__TASK TO CARRY OUT__:
How many lines below hold "Beatrice"? Answer with only the number.

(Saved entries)
# # # # # # #

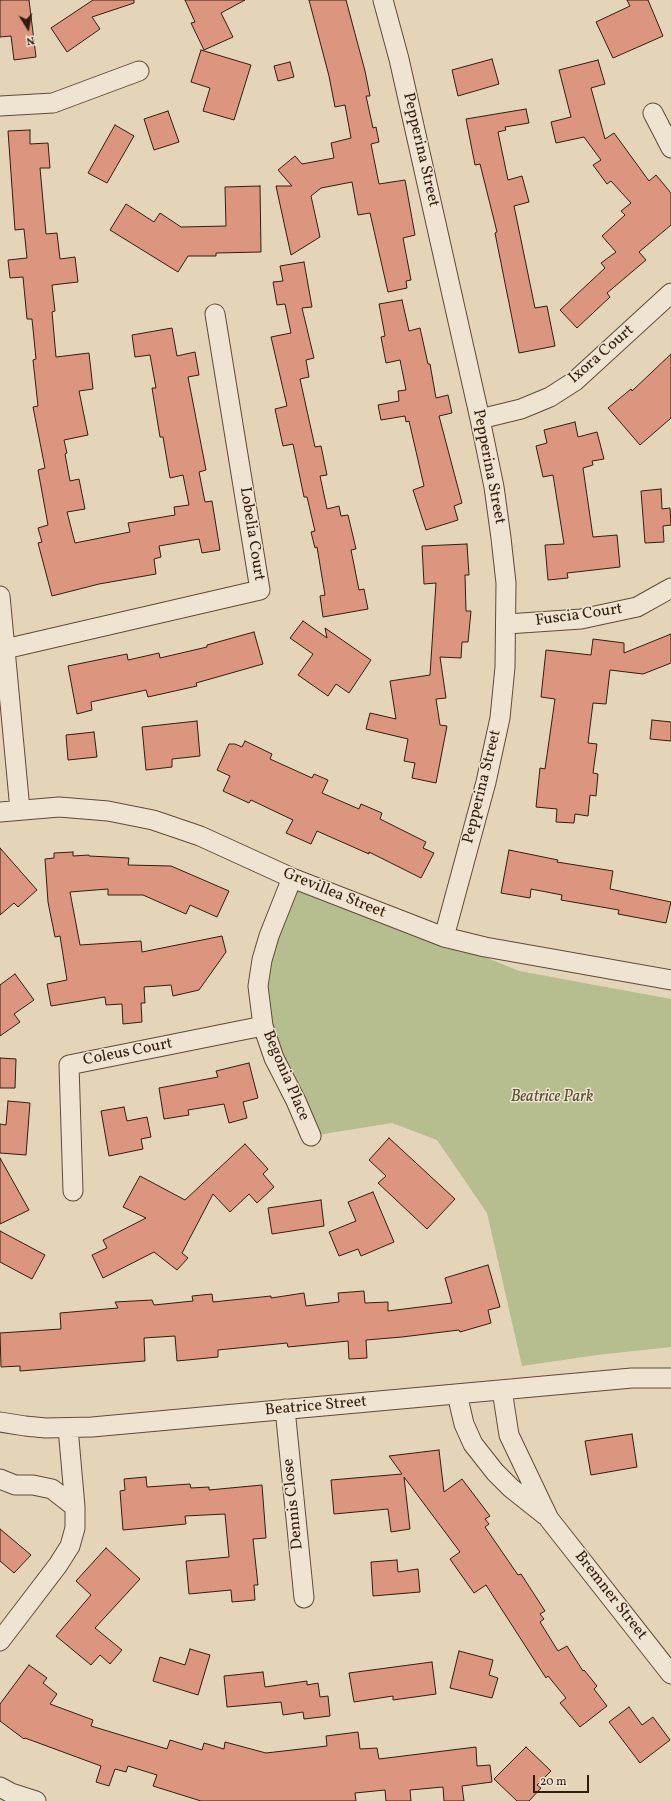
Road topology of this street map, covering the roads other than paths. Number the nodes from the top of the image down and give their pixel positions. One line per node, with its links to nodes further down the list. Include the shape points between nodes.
1 (383, 0): 8 (street, Pepperina Street, via 399,59)
2 (139, 71): 3 (street, via 54,103)
3 (0, 106)
4 (653, 112): 5 (street)
5 (671, 148)
6 (671, 293): 8 (street, Ixora Court, via 576,381 550,397 521,409)
7 (215, 314): 12 (street, Lobelia Court, via 260,590)
8 (480, 420): 11 (street, Pepperina Street, via 494,487 501,538)
9 (671, 588): 11 (street, Fuscia Court, via 638,607 581,619)
10 (0, 596): 12 (street)
11 (507, 624): 16 (street, Pepperina Street, via 500,718 486,782)
12 (5, 648): 13 (street)
13 (20, 810): 14 (street, Grevillea Street); 15 (street, Grevillea Street, via 59,807 108,811 153,820 200,836)
14 (0, 812)
15 (292, 878): 16 (street, Grevillea Street); 18 (street, Begonia Place, via 262,960 258,986)
16 (444, 937): 17 (street, Grevillea Street, via 485,947)
17 (671, 980)
18 (263, 1026): 19 (street, Begonia Place, via 274,1058); 20 (street, Coleus Court, via 69,1064)
19 (311, 1136)
20 (73, 1191)
21 (671, 1367): 22 (street, Beatrice Street)
22 (632, 1378): 23 (street, Beatrice Street); 24 (street, Beatrice Street)
23 (671, 1378)
24 (502, 1390): 25 (street, Beatrice Street); 31 (street, Bremner Street, via 509,1435)
25 (457, 1394): 26 (street, Beatrice Street); 31 (street, Bremner Street, via 464,1424 473,1444 511,1488)
26 (285, 1410): 28 (street, Beatrice Street); 32 (street, Dennis Close)
27 (0, 1422): 28 (street, Beatrice Street)
28 (68, 1428): 30 (street)
29 (0, 1479): 30 (street, via 15,1485 33,1485 52,1490)
30 (75, 1507): 33 (street, via 75,1528 70,1546)
31 (550, 1518): 34 (street, Bremner Street)
32 (304, 1598)
33 (0, 1641)
34 (671, 1674)
35 (0, 1787): 36 (street)
36 (36, 1801)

# # # # # # #

__REPLY TO THE TASK__:
6